The Norfolk Island Pine (Araucaria heterophylla) is a warm-climate, evergreen tree native to eastern Australia. They can grow up to 200 feet tall in the wild, according to an article by Sandy Feather, a horticulturist with Penn State University. In the United States, however, Norfolk pines are sold and marketed as indoor potted plants, especially during the holidays. Norfolk pines are slow-growing and can thrive indoors if careful attention is given to the plant.
Light and Temperature
Norfolk pine plants need at least a few hours of bright sunlight each day. Morning sun is best, as the intense rays of the afternoon sun can sometimes scorch the foliage. Set the tree in an east-facing window, and turn the pot every week so that each side of the tree will face the sun. Maintain daytime temperatures in the low 70s Fahrenheit, with a drop of about 10 degrees at night.
Keep the soil of your pine tree moist, but not soggy. The top inch or two of soil should be allowed to dry out before you water it again. Water until the liquid drains freely out of the bottom of the pot. Remove the water from the water catch-tray once the plant has stopped draining. If the roots sit in water, they can begin to rot. Or better yet, remove the water catch-tray place the pine tree in a bathtub and let the water drain into the tub. Use water that has been brought to room temperature, not cold water.
Norfolk island pines thrive in humid air. Unfortunately, most homes do not have air that comes close to the 50 percent humidity required for these plants. Add moisture to the air near your plant by running a humidifier next to it. Or, for a less noisy option, place the pot on top of a tray filled with pebbles and water. Make sure the pot is touching the pebbles and not the water. The water will evaporate and provide some humidity to the air around the pine. If you have other houseplants, grouping them together will also help increase the percentage of humidity in the air.
Fertilize your Norfolk pine starting each spring with a balanced, (10-10-10) water-soluble fertilizer formulated for indoor, evergreen plants. Fertilize according to the size of your plant as per the instructions on the fertilizer. Make sure the soil is wet before you feed the plant, and stop fertilizing in September so that the tree can go through a dormant period during the winter.

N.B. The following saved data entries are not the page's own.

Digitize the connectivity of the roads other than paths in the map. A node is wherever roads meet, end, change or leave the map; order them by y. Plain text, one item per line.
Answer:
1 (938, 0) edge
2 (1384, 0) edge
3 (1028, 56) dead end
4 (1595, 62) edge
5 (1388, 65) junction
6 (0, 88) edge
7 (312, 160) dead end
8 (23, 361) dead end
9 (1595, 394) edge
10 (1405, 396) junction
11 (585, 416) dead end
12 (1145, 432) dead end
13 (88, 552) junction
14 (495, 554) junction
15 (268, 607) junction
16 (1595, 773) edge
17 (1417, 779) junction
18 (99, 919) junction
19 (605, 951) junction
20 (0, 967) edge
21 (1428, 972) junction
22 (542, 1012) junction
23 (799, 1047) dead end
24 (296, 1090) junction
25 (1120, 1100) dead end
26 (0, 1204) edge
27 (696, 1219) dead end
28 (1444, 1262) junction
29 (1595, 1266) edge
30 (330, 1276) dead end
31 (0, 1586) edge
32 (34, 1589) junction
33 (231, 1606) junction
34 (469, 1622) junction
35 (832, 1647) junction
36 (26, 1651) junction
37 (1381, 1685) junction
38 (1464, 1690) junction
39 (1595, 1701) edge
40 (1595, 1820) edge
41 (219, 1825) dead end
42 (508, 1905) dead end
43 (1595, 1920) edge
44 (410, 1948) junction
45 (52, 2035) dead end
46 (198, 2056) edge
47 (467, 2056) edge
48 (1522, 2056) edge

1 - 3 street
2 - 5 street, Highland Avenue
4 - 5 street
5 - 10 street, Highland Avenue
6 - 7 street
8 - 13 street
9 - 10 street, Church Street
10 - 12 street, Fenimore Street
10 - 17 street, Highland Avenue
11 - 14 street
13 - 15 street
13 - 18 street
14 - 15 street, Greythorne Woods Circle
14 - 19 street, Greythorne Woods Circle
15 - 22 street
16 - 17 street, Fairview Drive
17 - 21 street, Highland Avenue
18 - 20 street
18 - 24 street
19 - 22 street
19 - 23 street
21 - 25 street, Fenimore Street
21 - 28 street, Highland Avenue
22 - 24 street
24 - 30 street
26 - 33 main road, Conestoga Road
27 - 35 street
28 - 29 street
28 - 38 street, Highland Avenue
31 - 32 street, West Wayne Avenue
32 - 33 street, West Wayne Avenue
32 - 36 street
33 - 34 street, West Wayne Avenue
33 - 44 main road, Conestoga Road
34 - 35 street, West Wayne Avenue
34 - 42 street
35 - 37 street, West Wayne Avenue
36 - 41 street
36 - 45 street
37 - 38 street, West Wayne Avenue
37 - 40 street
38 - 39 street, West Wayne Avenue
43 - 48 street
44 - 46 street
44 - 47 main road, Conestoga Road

Norfolk pine plants are slow-growing, but eventually they will need transplanting. Watch for the roots to start growing out of the bottom of the container. When this happens, choose a container the next size up (or at least 2 inches larger in area). The pot should be deeper than wide. Use a soil that is well-draining. A good potting soil mixed with equal amounts of peat moss and sand works well. Carefully remove the tree from the old container. Shake the excess soil off the roots and plant it in the new container, packing the new soil around the roots. Water well after planting.